## What you have to do
Return all of the entries word for word, but omit the pictures they contain.

## Input
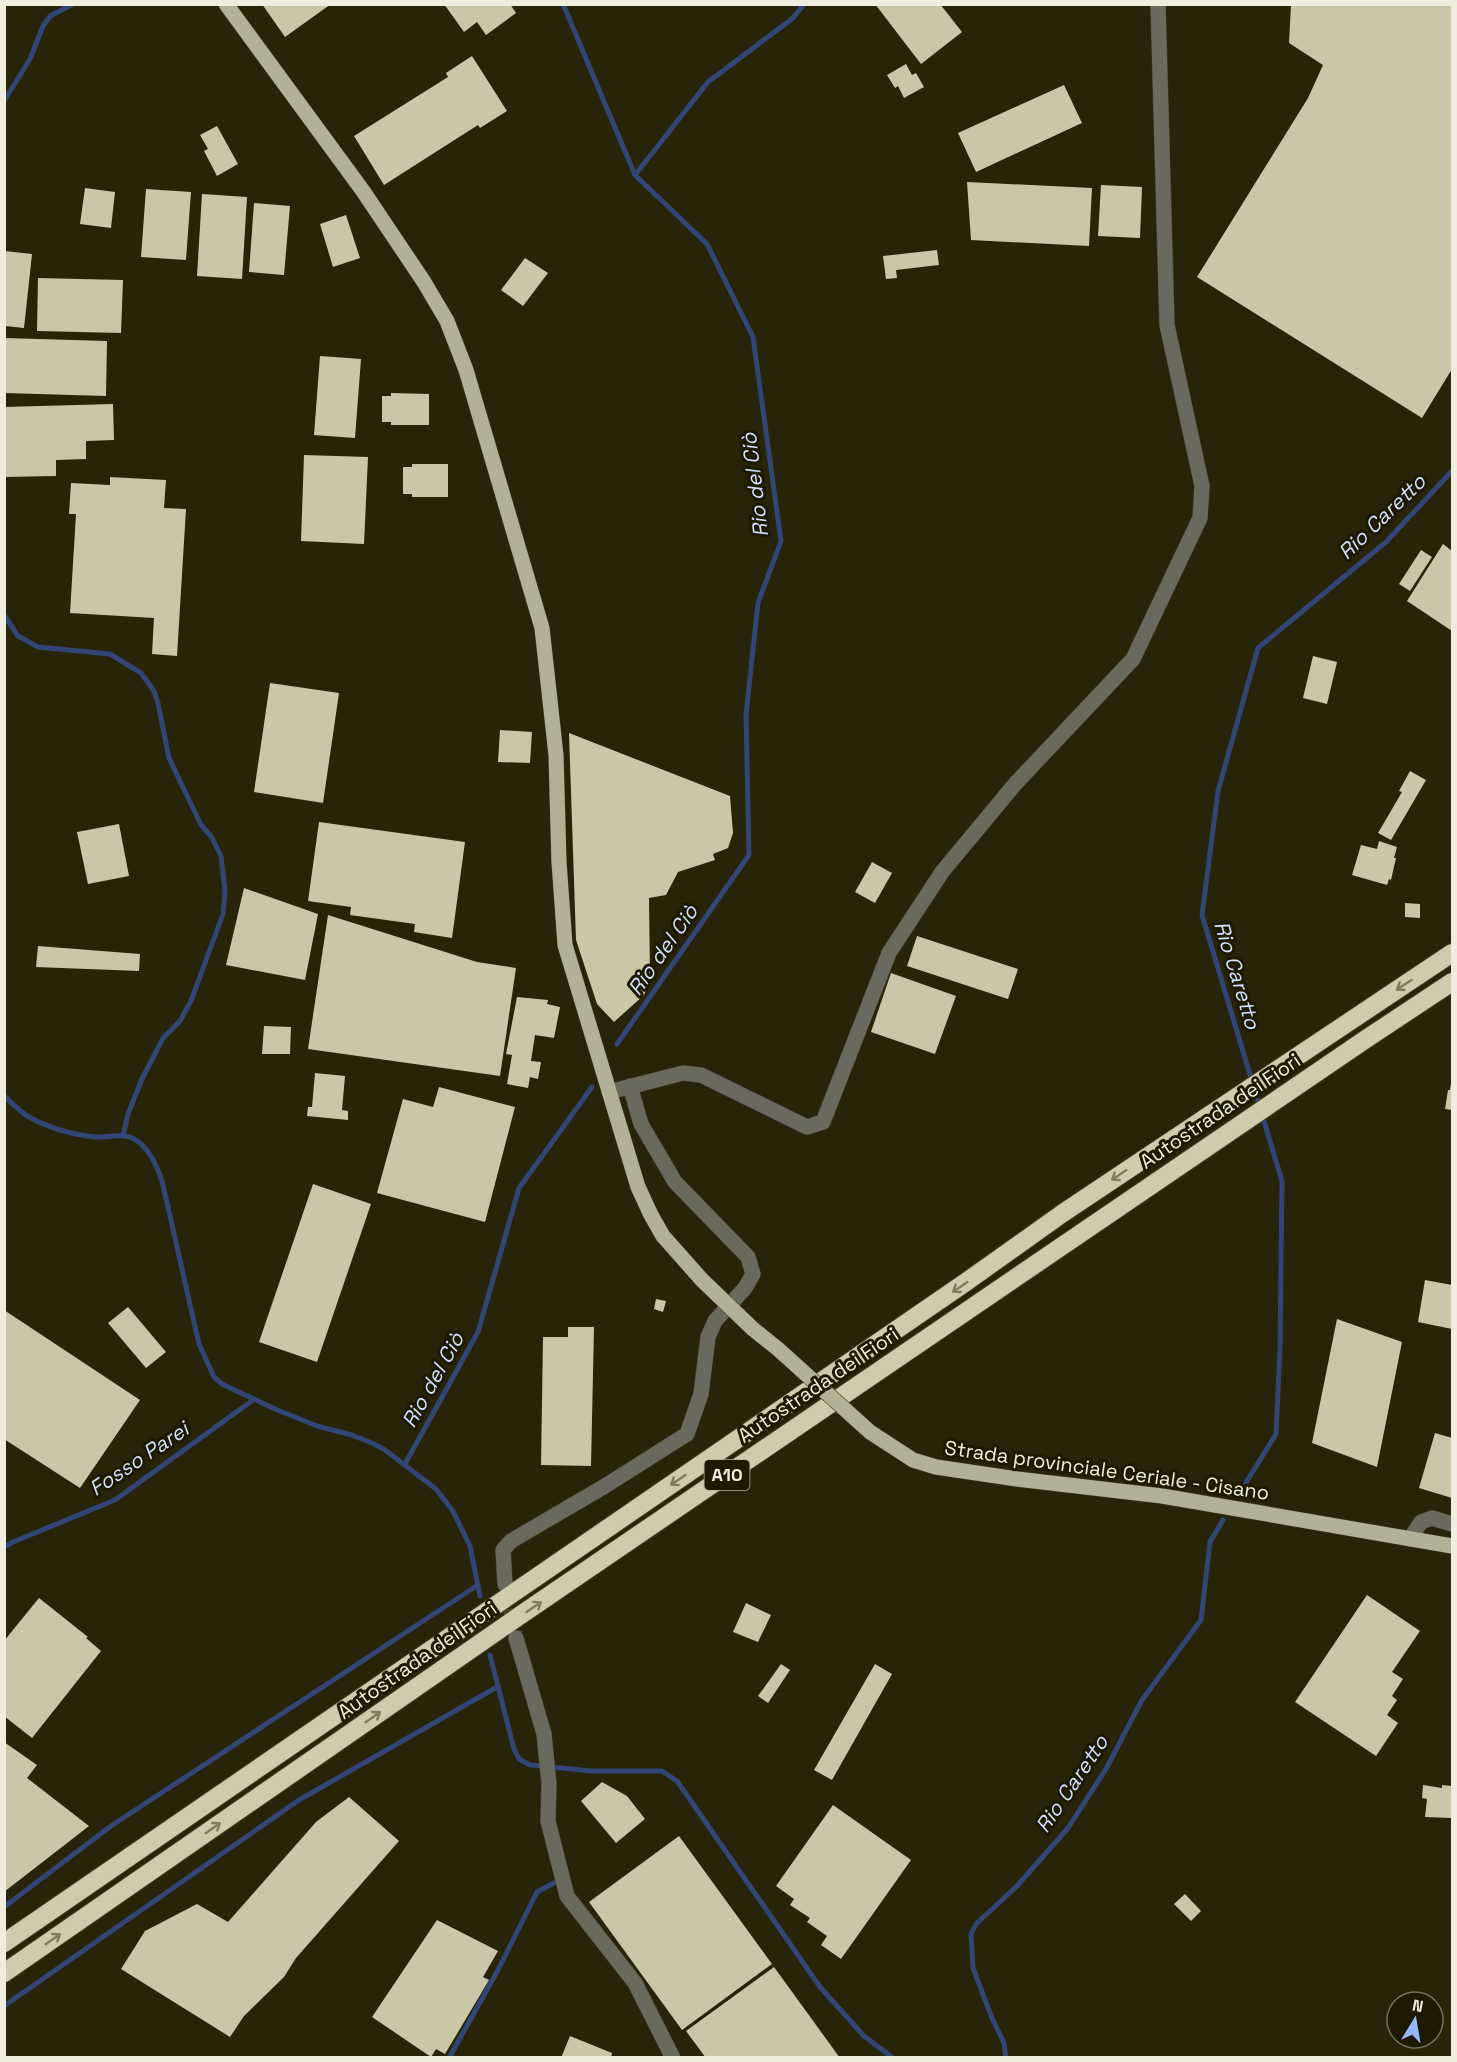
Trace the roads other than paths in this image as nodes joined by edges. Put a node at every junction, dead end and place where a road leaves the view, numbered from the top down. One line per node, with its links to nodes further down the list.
1 (225, 4): 6 (main road, Strada provinciale Ceriale - Cisano)
2 (1158, 4): 5 (street)
3 (1452, 953): 12 (highway, Autostrada dei Fiori / A10, one-way to 12)
4 (1452, 982): 13 (highway, Autostrada dei Fiori / A10, one-way to 4)
5 (630, 1086): 6 (street); 10 (street)
6 (609, 1092): 8 (main road, Strada provinciale Ceriale - Cisano, bridge)
7 (1452, 1524): 8 (street)
8 (1410, 1539): 9 (main road, Strada provinciale Ceriale - Cisano)
9 (1452, 1546)
10 (505, 1584)
11 (516, 1638): 14 (street)
12 (4, 1943)
13 (4, 1973)
14 (673, 2058)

## Exercise solution
Trace the roads other than paths in this image as nodes joined by edges. Put a node at every junction, dead end and place where a road leaves the view, numbered from the top down. One line per node, with its links to nodes further down the list.
1 (225, 4): 6 (main road, Strada provinciale Ceriale - Cisano)
2 (1158, 4): 5 (street)
3 (1452, 953): 12 (highway, Autostrada dei Fiori / A10, one-way to 12)
4 (1452, 982): 13 (highway, Autostrada dei Fiori / A10, one-way to 4)
5 (630, 1086): 6 (street); 10 (street)
6 (609, 1092): 8 (main road, Strada provinciale Ceriale - Cisano, bridge)
7 (1452, 1524): 8 (street)
8 (1410, 1539): 9 (main road, Strada provinciale Ceriale - Cisano)
9 (1452, 1546)
10 (505, 1584)
11 (516, 1638): 14 (street)
12 (4, 1943)
13 (4, 1973)
14 (673, 2058)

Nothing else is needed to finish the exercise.